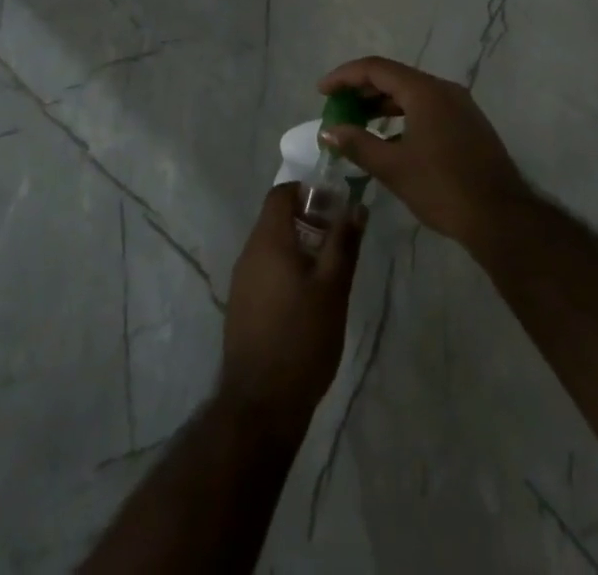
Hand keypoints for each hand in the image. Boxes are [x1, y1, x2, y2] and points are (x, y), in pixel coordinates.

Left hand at [220, 184, 364, 425]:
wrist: (261, 404)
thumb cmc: (302, 337)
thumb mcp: (333, 288)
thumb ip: (344, 243)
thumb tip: (356, 206)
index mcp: (268, 240)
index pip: (281, 193)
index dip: (308, 192)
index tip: (335, 207)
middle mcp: (249, 253)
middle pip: (276, 218)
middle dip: (309, 220)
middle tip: (339, 241)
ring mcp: (242, 281)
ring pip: (272, 246)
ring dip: (300, 246)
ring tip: (329, 271)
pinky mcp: (242, 306)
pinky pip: (266, 270)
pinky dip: (287, 270)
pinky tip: (308, 299)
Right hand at [319, 56, 531, 250]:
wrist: (501, 218)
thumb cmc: (442, 188)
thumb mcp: (393, 167)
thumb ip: (357, 143)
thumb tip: (329, 131)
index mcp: (424, 91)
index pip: (376, 68)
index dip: (344, 76)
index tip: (322, 91)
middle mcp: (443, 89)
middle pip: (394, 77)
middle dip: (362, 90)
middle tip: (337, 108)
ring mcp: (460, 106)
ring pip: (412, 94)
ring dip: (382, 104)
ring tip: (357, 123)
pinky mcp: (468, 124)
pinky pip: (427, 108)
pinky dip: (403, 116)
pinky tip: (390, 140)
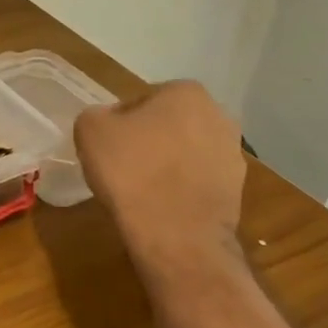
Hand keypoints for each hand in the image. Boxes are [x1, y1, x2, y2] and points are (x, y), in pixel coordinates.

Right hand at [74, 81, 244, 271]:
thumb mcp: (90, 131)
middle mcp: (218, 115)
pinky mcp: (237, 189)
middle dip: (148, 141)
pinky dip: (181, 189)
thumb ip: (95, 116)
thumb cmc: (132, 172)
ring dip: (166, 165)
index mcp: (186, 92)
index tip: (106, 148)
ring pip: (184, 153)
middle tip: (121, 167)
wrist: (177, 235)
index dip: (118, 125)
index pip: (140, 102)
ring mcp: (233, 153)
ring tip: (141, 191)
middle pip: (167, 125)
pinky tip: (162, 207)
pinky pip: (197, 181)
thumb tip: (107, 123)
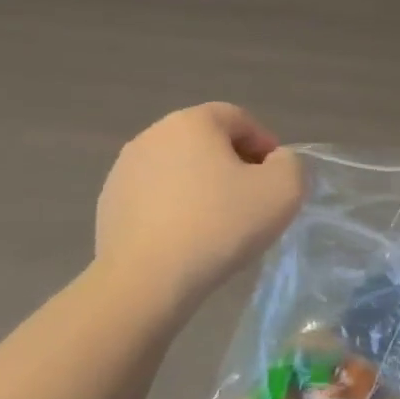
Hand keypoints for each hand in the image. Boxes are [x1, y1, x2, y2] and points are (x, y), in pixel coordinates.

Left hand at [95, 104, 304, 308]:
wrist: (147, 280)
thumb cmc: (221, 224)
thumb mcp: (284, 189)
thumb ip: (290, 164)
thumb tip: (273, 163)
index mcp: (192, 122)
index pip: (239, 118)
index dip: (265, 144)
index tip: (276, 178)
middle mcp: (152, 136)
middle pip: (207, 142)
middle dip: (234, 165)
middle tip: (254, 200)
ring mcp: (124, 171)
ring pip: (180, 170)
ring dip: (204, 187)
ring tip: (221, 224)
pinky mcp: (109, 205)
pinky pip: (157, 197)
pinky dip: (178, 209)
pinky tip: (190, 239)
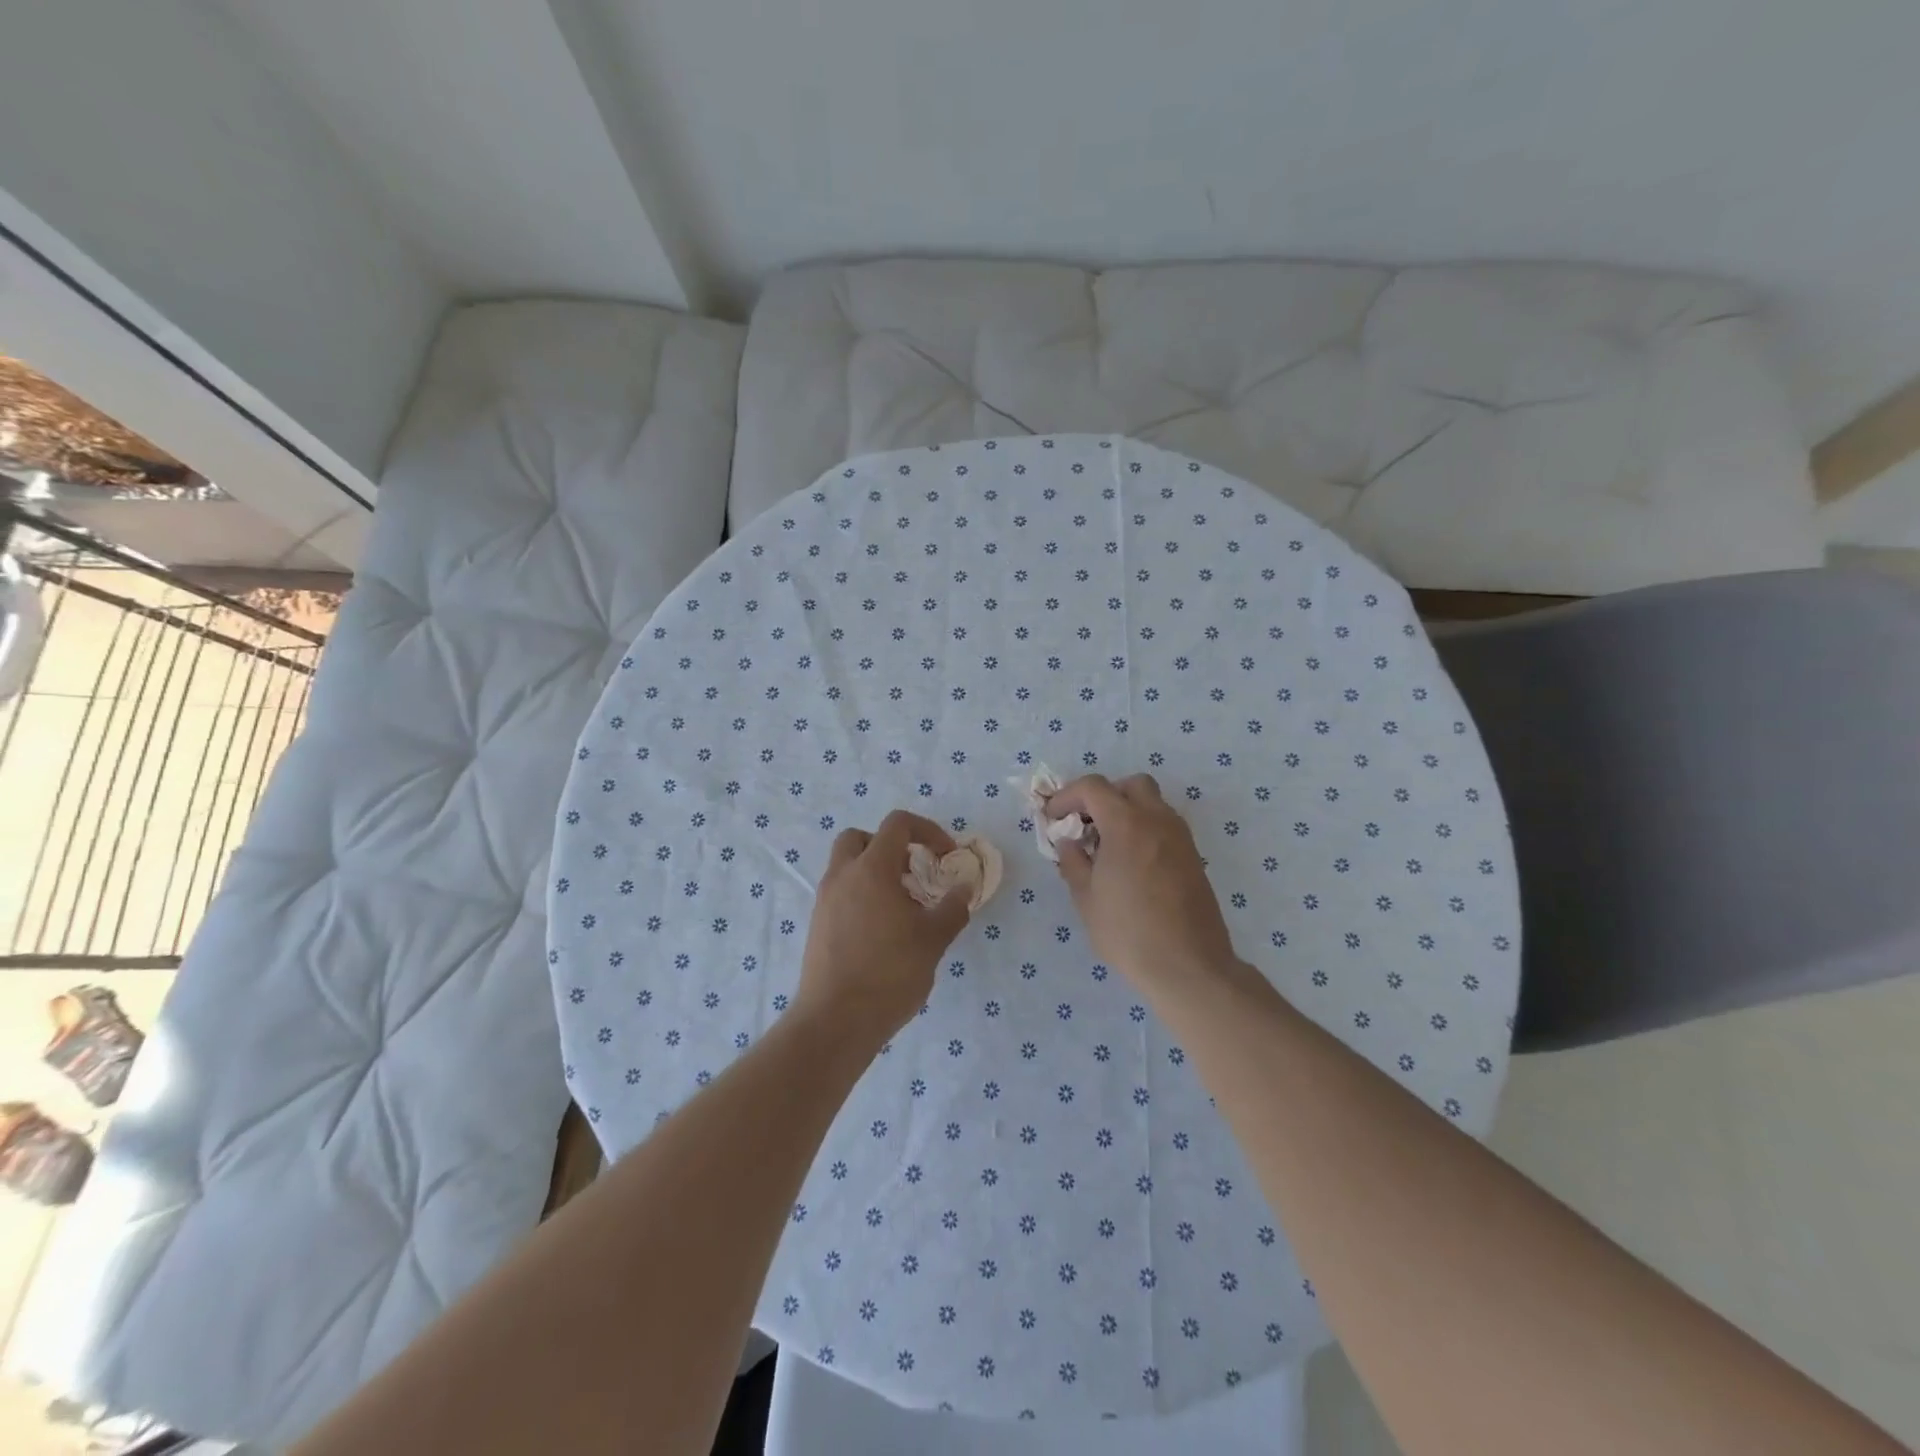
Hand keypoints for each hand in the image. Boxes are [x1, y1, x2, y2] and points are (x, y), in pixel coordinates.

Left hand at [797, 810, 971, 1040]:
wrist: (835, 1021)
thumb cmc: (889, 973)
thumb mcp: (933, 940)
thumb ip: (953, 908)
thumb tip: (964, 888)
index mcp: (871, 869)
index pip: (897, 824)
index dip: (927, 830)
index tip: (945, 856)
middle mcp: (842, 876)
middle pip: (861, 838)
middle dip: (890, 847)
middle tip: (913, 873)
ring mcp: (825, 900)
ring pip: (848, 866)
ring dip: (875, 872)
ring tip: (902, 906)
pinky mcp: (817, 925)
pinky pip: (841, 893)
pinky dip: (862, 896)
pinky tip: (882, 931)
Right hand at [1049, 774, 1241, 1001]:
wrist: (1189, 966)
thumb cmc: (1128, 932)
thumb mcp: (1086, 899)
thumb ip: (1073, 861)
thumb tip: (1069, 842)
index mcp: (1126, 824)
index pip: (1093, 787)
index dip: (1067, 796)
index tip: (1053, 819)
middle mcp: (1157, 820)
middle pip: (1130, 785)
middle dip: (1103, 796)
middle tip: (1085, 825)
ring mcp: (1180, 837)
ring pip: (1152, 803)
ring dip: (1126, 812)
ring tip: (1107, 847)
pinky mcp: (1193, 857)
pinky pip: (1164, 826)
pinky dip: (1144, 830)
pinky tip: (1131, 864)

◆ Work required: Return the line that contains "thumb ip: (1073, 861)" along with every line after it through the end of the entries, exactly, adding nothing.

◆ Response to the exercise:
thumb ip: (1073, 861)
thumb tip: (1069, 842)
index mcp: (1126, 824)
index pip: (1093, 787)
index dip: (1067, 796)
index tip: (1053, 819)
middle mcp: (1157, 820)
middle pip: (1130, 785)
middle dip: (1103, 796)
middle tip: (1085, 825)
ring mcp: (1180, 837)
ring pip: (1152, 803)
ring dip: (1126, 812)
ring tip: (1107, 847)
pinky mcp: (1193, 857)
pinky pip: (1164, 826)
pinky dip: (1144, 830)
pinky tip: (1131, 864)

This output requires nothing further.